Friday, January 28, 2011

40. O+> The Gold Experience (1995)

45 years, 45 LPs, 45 days...
The Artist Formerly Known as Prince: The Gold Experience (1995)
The mid-1990’s saw our man Prince going thru some tough times. Despite having recently signed one of the most lucrative record deals in the history of the music biz, he was becoming publicly agitated about (as he saw it) Warner Brothers’ mistreatment of him as an artist. Some have speculated that Prince’s problem had little to do with how he was being treated, that the issue was more about WB’s refusal to release the quantity of music that
Limited edition, #257
Prince was generating at such a fast pace, fearing that it would saturate the market with product and dilute sales. It didn’t help matters that neither the public nor the press regarded Prince’s recent output to be as strong as past efforts. His most recent incarnation of the New Power Generation (NPG) featured 2nd rate rappers and dancers (OK maybe not 2nd rate; More like 3rd rate), along with Prince’s sorry attempt at adopting a new “gangsta” persona. The result: record buyers were starting to view Prince as a joke rather than a serious artist. He was at a crossroads, where his finances were dwindling and his artistic reputation was at stake.

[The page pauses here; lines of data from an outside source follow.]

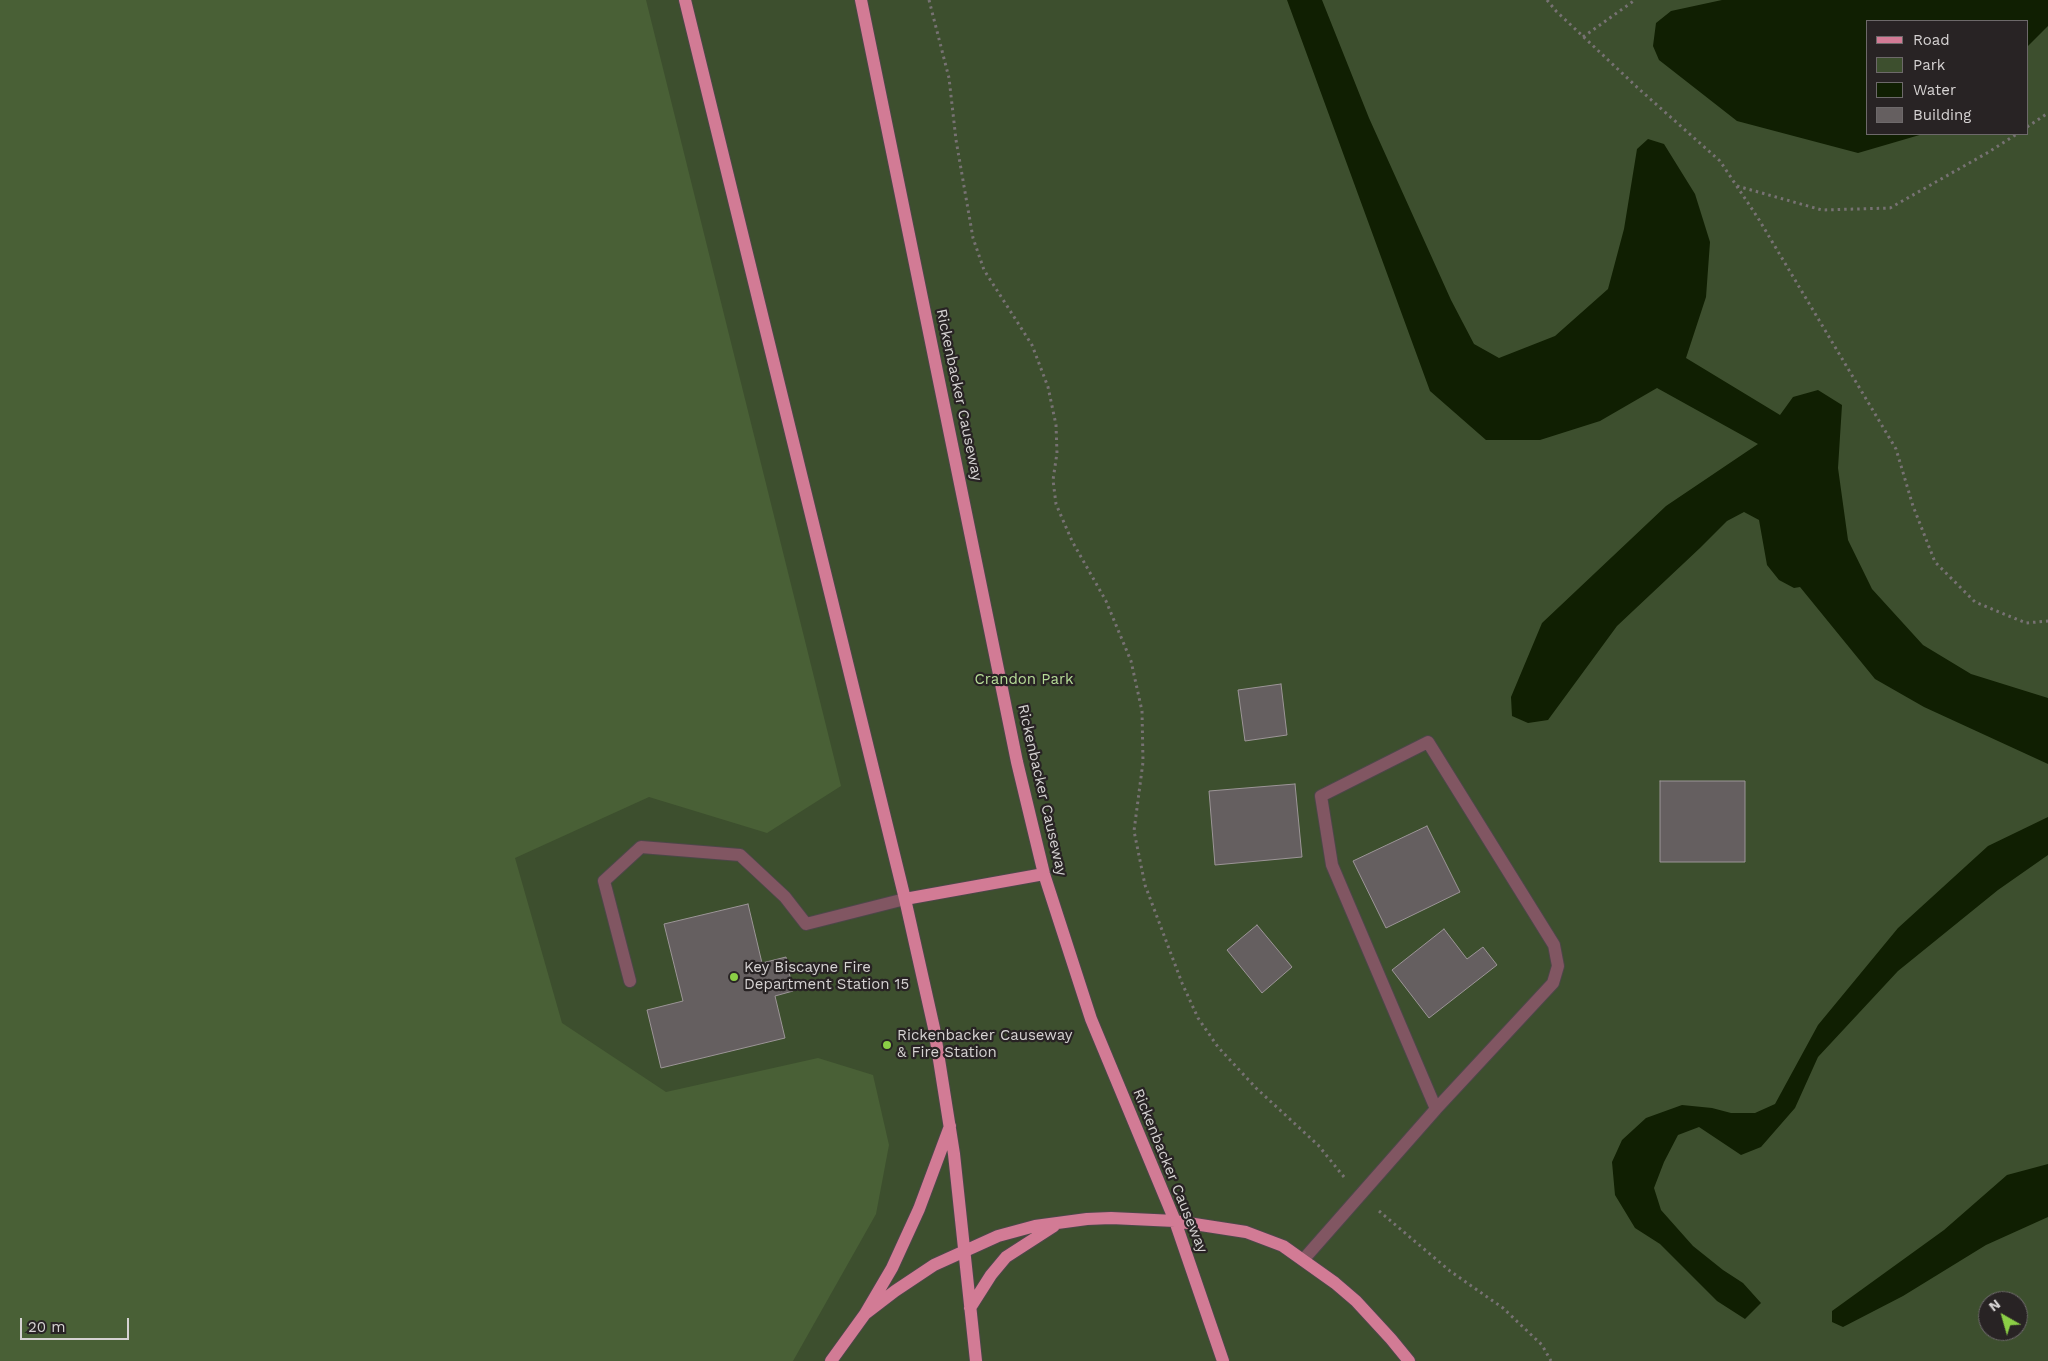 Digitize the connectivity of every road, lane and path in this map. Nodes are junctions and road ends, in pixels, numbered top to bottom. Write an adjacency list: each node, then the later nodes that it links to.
1 (685, 0): 13 (main road)
2 (861, 0): 12 (main road, Rickenbacker Causeway)
3 (928, 0): 17 (path)
4 (1547, 0): 6 (path)
5 (1635, 0): 6 (path)
6 (1583, 36): 10 (path)
7 (2048, 113): 8 (path)
8 (2028, 126)
9 (2015, 135): 10 (path)
10 (1736, 185): 11 (path)
11 (2048, 621)
12 (1044, 874): 13 (main road); 19 (main road, Rickenbacker Causeway)
13 (905, 899): 14 (lane); 16 (main road)
14 (630, 981)
15 (1436, 1109): 15 (lane); 22 (lane)
16 (950, 1126): 21 (main road); 24 (main road)
17 (1350, 1184)
18 (1377, 1210): 29 (path)
19 (1175, 1221): 20 (main road); 22 (main road); 27 (main road, Rickenbacker Causeway)
20 (1058, 1223): 21 (main road); 23 (main road)
21 (964, 1251): 23 (main road); 24 (main road)
22 (1303, 1260): 28 (main road)
23 (970, 1308): 26 (main road)
24 (865, 1314): 25 (main road)
25 (830, 1361)
26 (976, 1361)
27 (1223, 1361)
28 (1409, 1361)
29 (1551, 1361) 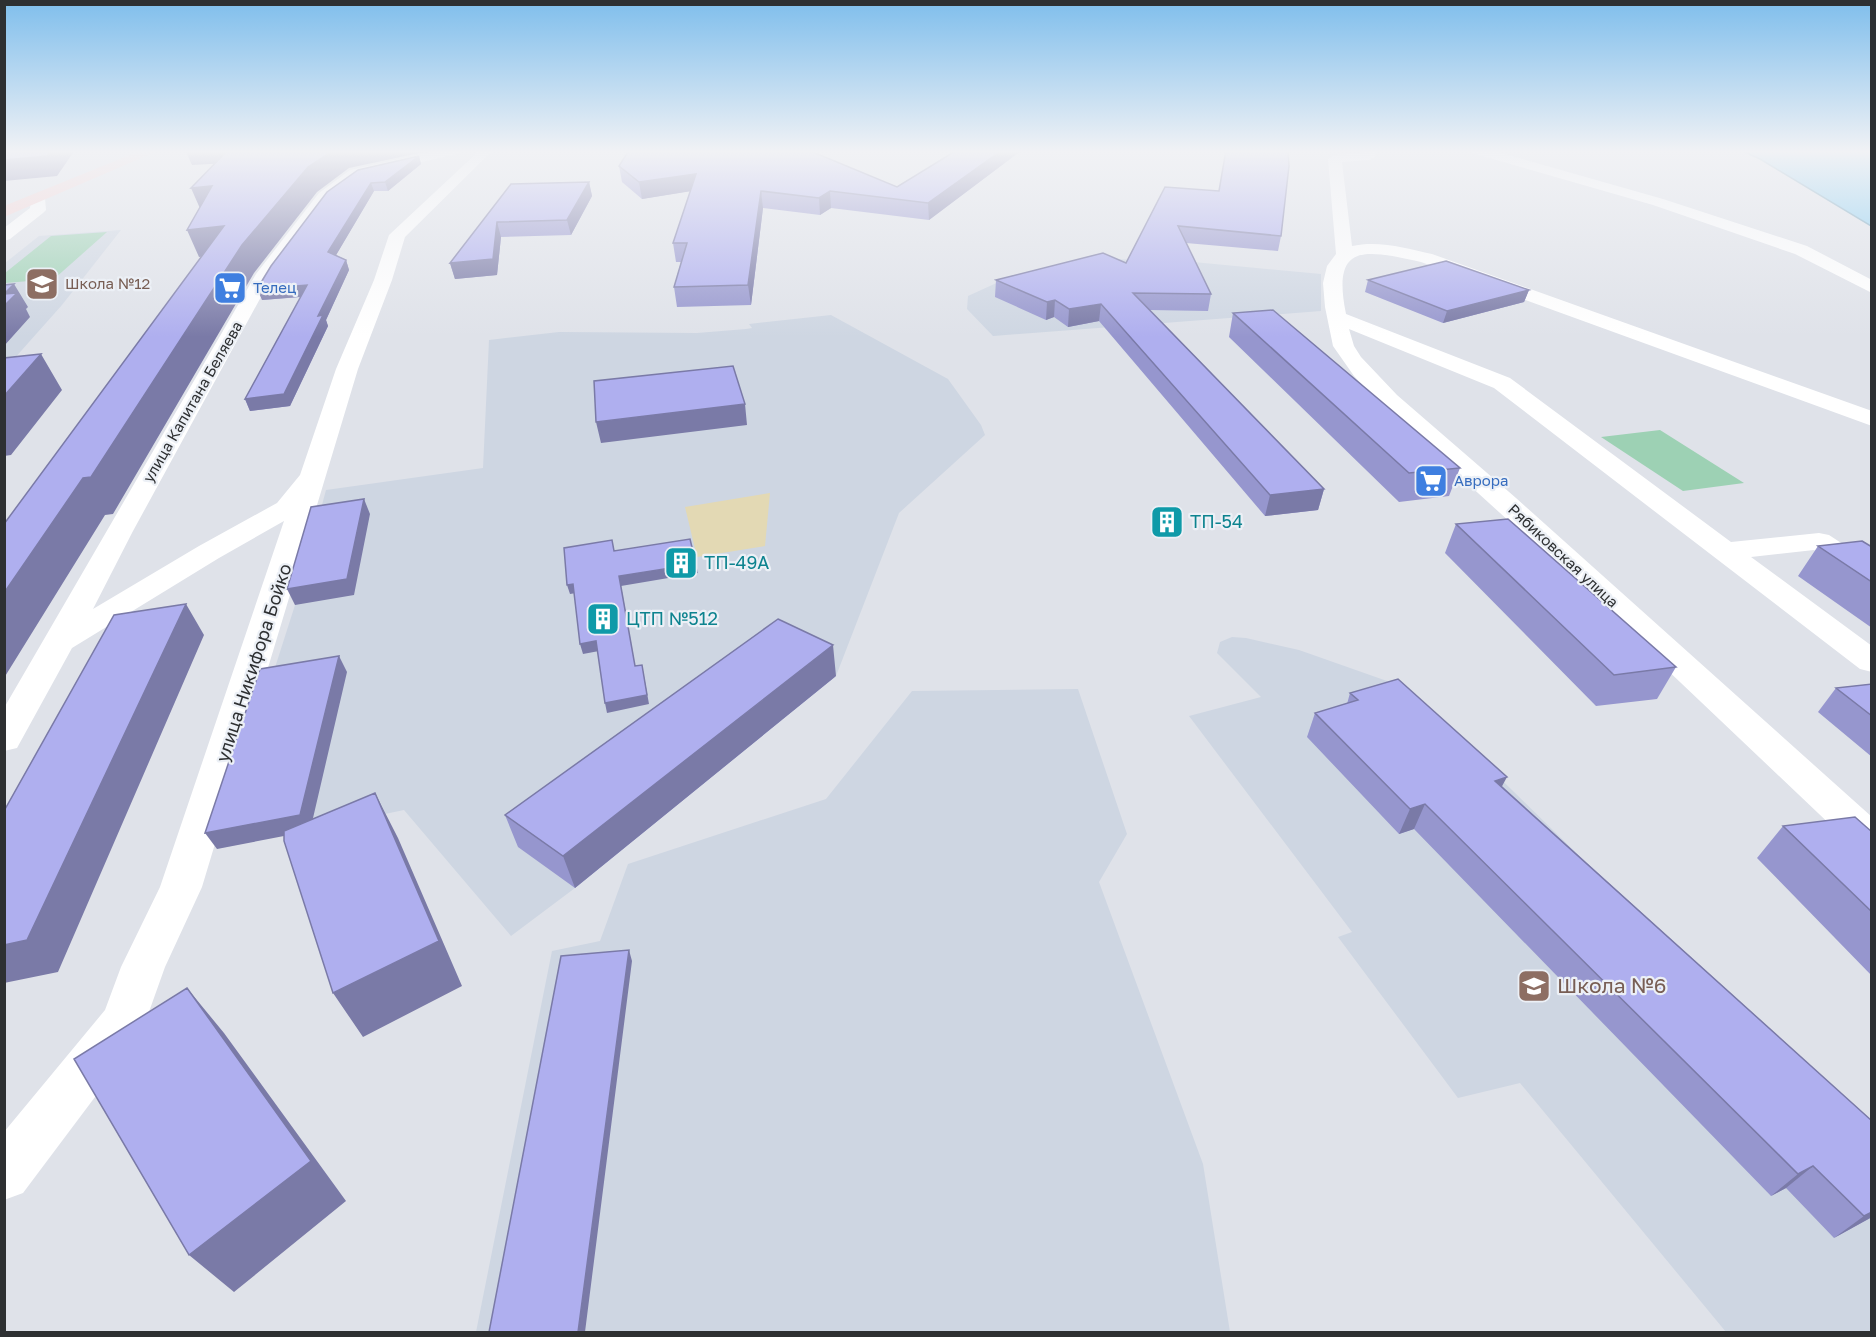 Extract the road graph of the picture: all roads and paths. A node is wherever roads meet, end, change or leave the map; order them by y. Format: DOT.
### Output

The Gold Experience cassette
Prince’s response to his problems was certainly unprecedented: He changed his name to an unpronounceable symbol (O+>), eventually taking on the ridiculous title of “The Artist formerly known as Prince”. He began releasing music independently through his own NPG records, scoring a surprise number one single (“The Most Beautiful Girl In the World”). Rather than capitalize on the momentum of the single’s success by releasing a full-length album, O+> decided to hold a new album (The Gold Experience) hostage  from Warner Brothers. Instead, he released a new “Prince” album titled Come (1994), a collection of tracks reportedly culled from the vaults and released “posthumously”. The cover even included “1958-1993” under Prince’s name, a dramatic attempt at emphasizing that Prince as we once knew him was no longer with us. Yawn. Whatevs, P.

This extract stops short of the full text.